Even so, there may still be a net increase in overall happiness if more companies (e.g. Uber) get their wish of self-driving vehicles. Not least because it would stop Uber applying their apparent policy of treating their human employees like this centuries systematised labor.
http://t.co/Xu8Yw4WGbu : I would like to see some counterpoint, because I worry that Uber is just this centuries systematised slave labour— mike_moran (@mike_moran) May 17, 2015
The changes coming from self-driving vehicles will be big, and may even be positive. However, vehicles are something we already have and mostly understand. The infrastructure we have now limits where they can go and how fast they can travel. They still have to interact with pedestrians, even if they do it more efficiently than we can. Ultimately, they will be limited by having to follow 2D constraints. Drones, however, have no such limitations.

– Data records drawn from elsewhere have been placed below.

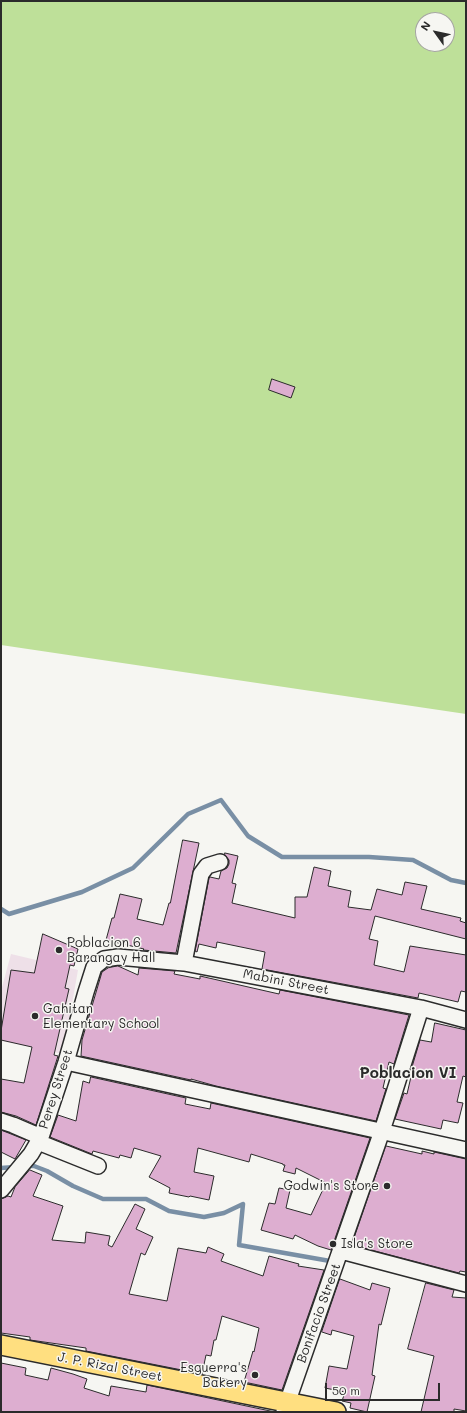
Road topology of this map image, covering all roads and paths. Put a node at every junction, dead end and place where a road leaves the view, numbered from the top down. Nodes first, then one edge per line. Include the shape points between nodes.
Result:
1 (220, 862) dead end
2 (104, 959) joint
3 (184, 962) junction
4 (421, 1008) junction
5 (466, 1020) edge
6 (66, 1062) junction
7 (1, 1121) edge
8 (382, 1131) junction
9 (36, 1145) junction
10 (466, 1150) edge
11 (98, 1166) dead end
12 (6, 1185) edge
13 (341, 1251) junction
14 (466, 1284) edge
15 (1, 1345) edge
16 (286, 1407) edge
17 (336, 1412) edge

1 - 3 street via 207,866 201,874
2 - 3 street, Mabini Street via 118,957
2 - 6 street, Perey Street via 94,967
3 - 4 street, Mabini Street
4 - 5 street, Mabini Street
4 - 8 street, Bonifacio Street
6 - 8 street
6 - 9 street, Perey Street
7 - 9 street via 13,1125
8 - 10 street
8 - 13 street, Bonifacio Street
9 - 11 street
9 - 12 street, Perey Street
13 - 14 street
13 - 16 street, Bonifacio Street
15 - 16 main road, J. P. Rizal Street
16 - 17 main road, J. P. Rizal Street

There is a lot of hyperbole said about drones, but a lot of it is just slightly ahead of real events. Easy availability of cheap drones that can act individually or collectively in a clever way is the sort of change that affects system-level assumptions, because what used to be hard will now be easy.
On the walk to school, my son and I take turns making up imaginary machines. There is a rough theme, and one day it was construction. Inspired by youtube, I came up with a “carpet of drones”. If you wanted a new build of something you'd hire a rolled up carpet of drones for a day, and perhaps a mini fabrication machine. You’d unroll the carpet, lay it flat, attach power, start up the fab, and upload your plan from your phone. The drones would auto-organise by role, some carrying bricks, some small dollops of binder, some straightening out the bricks to cover small mistakes. Come back in a few hours, pack them all up, and you’re done.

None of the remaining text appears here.